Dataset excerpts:
*** Block opens ***
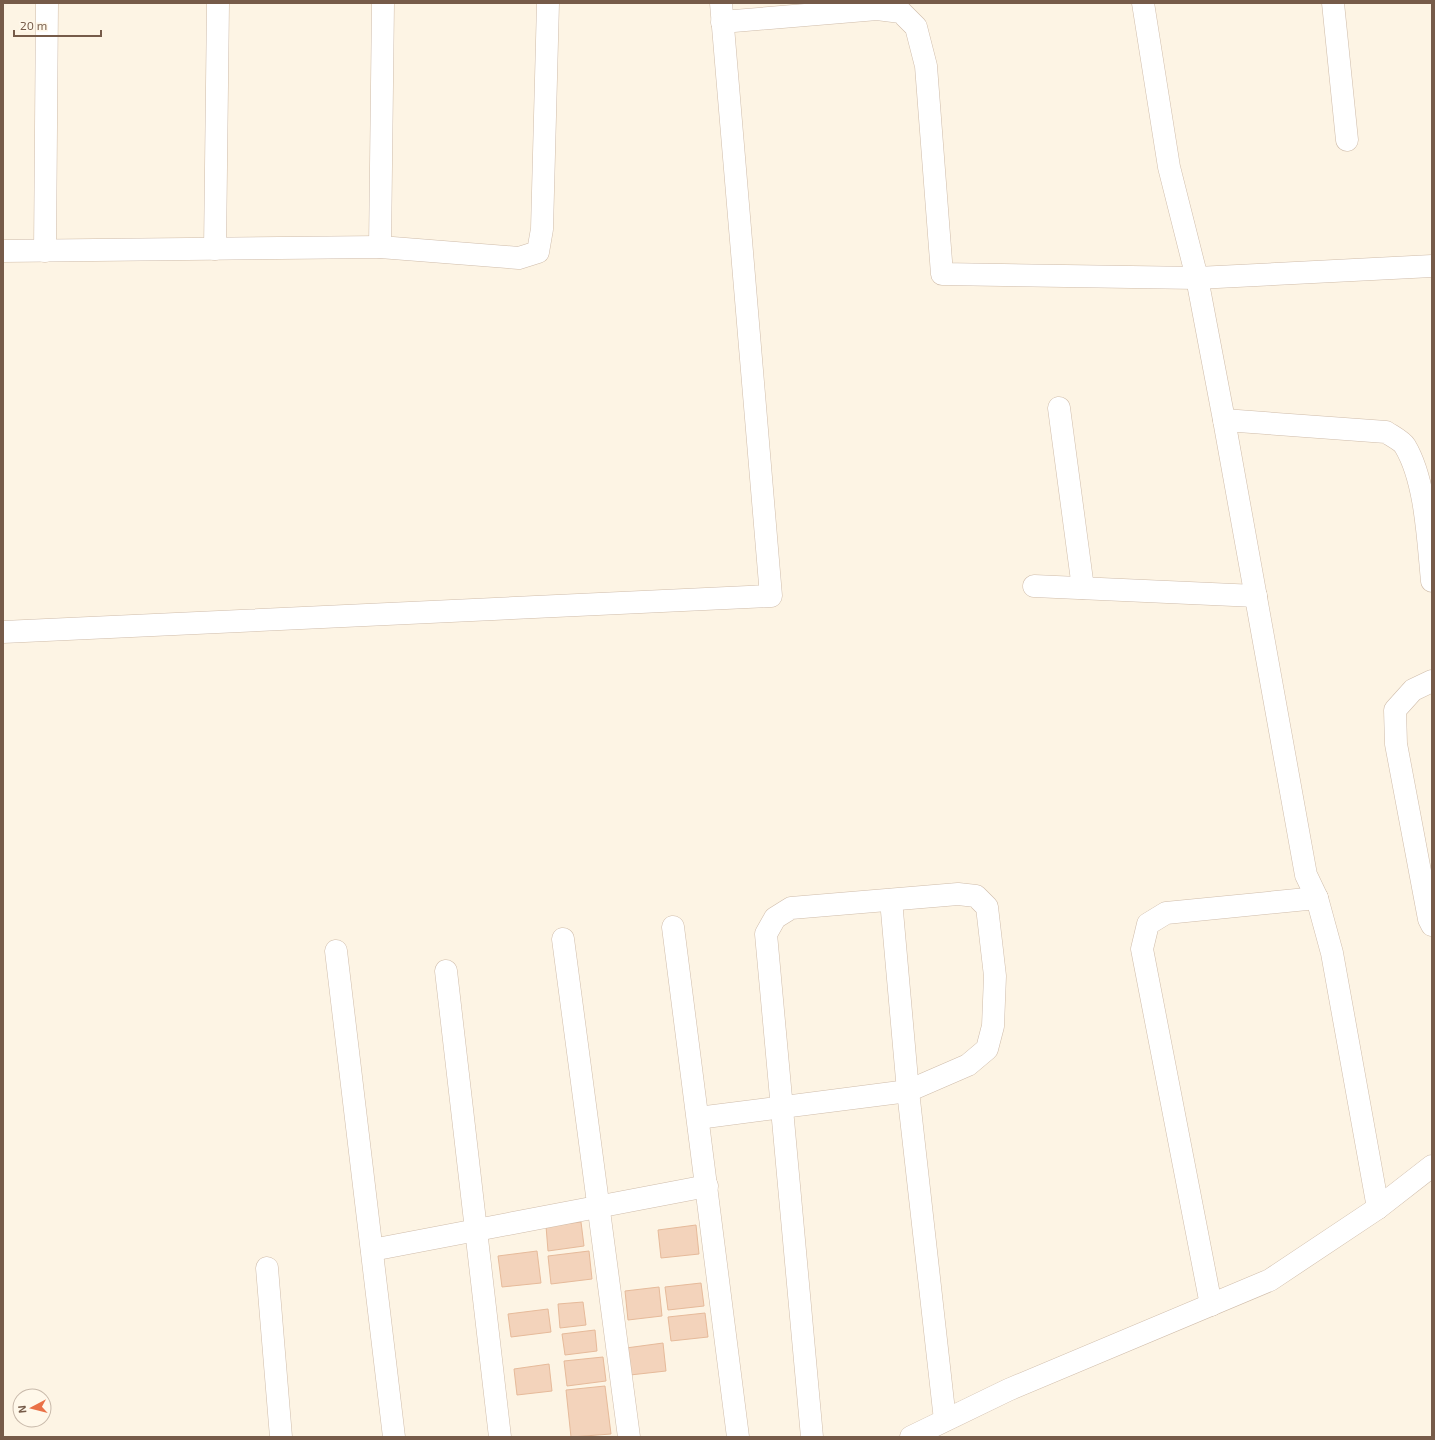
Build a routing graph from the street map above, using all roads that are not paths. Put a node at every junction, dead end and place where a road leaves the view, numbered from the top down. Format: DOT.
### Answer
graph roads {
  1 [pos="47,3"];
  2 [pos="218,3"];
  3 [pos="383,3"];
  4 [pos="548,3"];
  5 [pos="1143,3"];
  6 [pos="1333,3"];
  7 [pos="722,13"];
  8 [pos="1347,140"];
  9 [pos="380,247"];
  10 [pos="215,249"];
  11 [pos="45,250"];
  12 [pos="3,251"];
  13 [pos="1432,266"];
  14 [pos="1197,278"];
  15 [pos="1059,408"];
  16 [pos="1224,420"];
  17 [pos="1432,581"];
  18 [pos="1034,586"];
  19 [pos="1083,588"];
  20 [pos="1256,596"];
  21 [pos="3,632"];
  22 [pos="1432,681"];
  23 [pos="1317,898"];
  24 [pos="891,900"];
  25 [pos="1432,925"];
  26 [pos="673,927"];
  27 [pos="563,939"];
  28 [pos="336,951"];
  29 [pos="446,970"];
  30 [pos="908,1091"];
  31 [pos="782,1108"];
  32 [pos="698,1118"];
  33 [pos="1432,1166"];
  34 [pos="706,1186"];
  35 [pos="598,1206"];
  36 [pos="1378,1208"];
  37 [pos="476,1230"];
  38 [pos="372,1250"];
  39 [pos="267,1268"];
  40 [pos="1211,1305"];
  41 [pos="946,1420"];
  42 [pos="281,1437"];
  43 [pos="394,1437"];
  44 [pos="500,1437"];
  45 [pos="629,1437"];
  46 [pos="738,1437"];
  47 [pos="812,1437"];
  48 [pos="911,1437"];
  1 -- 11 [label="street"];
  2 -- 10 [label="street"];
  3 -- 9 [label="street"];
  4 -- 9 [label="street"];
  5 -- 14 [label="street"];
  6 -- 8 [label="street"];
  7 -- 14 [label="street"];
  7 -- 21 [label="street"];
  9 -- 10 [label="street"];
  10 -- 11 [label="street"];
  11 -- 12 [label="street"];
  13 -- 14 [label="street"];
  14 -- 16 [label="street"];
  15 -- 19 [label="street"];
  16 -- 17 [label="street"];
  16 -- 20 [label="street"];
  18 -- 19 [label="street"];
  19 -- 20 [label="street"];
  20 -- 23 [label="street"];
  22 -- 25 [label="street"];
  23 -- 36 [label="street"];
  23 -- 40 [label="street"];
  24 -- 30 [label="street"];
  24 -- 30 [label="street"];
  24 -- 31 [label="street"];
  26 -- 32 [label="street"];
  27 -- 35 [label="street"];
  28 -- 38 [label="street"];
  29 -- 37 [label="street"];
  30 -- 31 [label="street"];
  30 -- 41 [label="street"];
  31 -- 32 [label="street"];
  31 -- 47 [label="street"];
  32 -- 34 [label="street"];
  33 -- 36 [label="street"];
  34 -- 35 [label="street"];
  34 -- 46 [label="street"];
  35 -- 37 [label="street"];
  35 -- 45 [label="street"];
  36 -- 40 [label="street"];
  37 -- 38 [label="street"];
  37 -- 44 [label="street"];
  38 -- 43 [label="street"];
  39 -- 42 [label="street"];
  40 -- 41 [label="street"];
  41 -- 48 [label="street"];
}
*** Block closes ***
## [Assigned task]
Search the data for the string "roads" and copy out every line where it is found.

## [Task answer]
Build a routing graph from the street map above, using all roads that are not paths. Put a node at every junction, dead end and place where a road leaves the view, numbered from the top down. Format: DOT.
graph roads {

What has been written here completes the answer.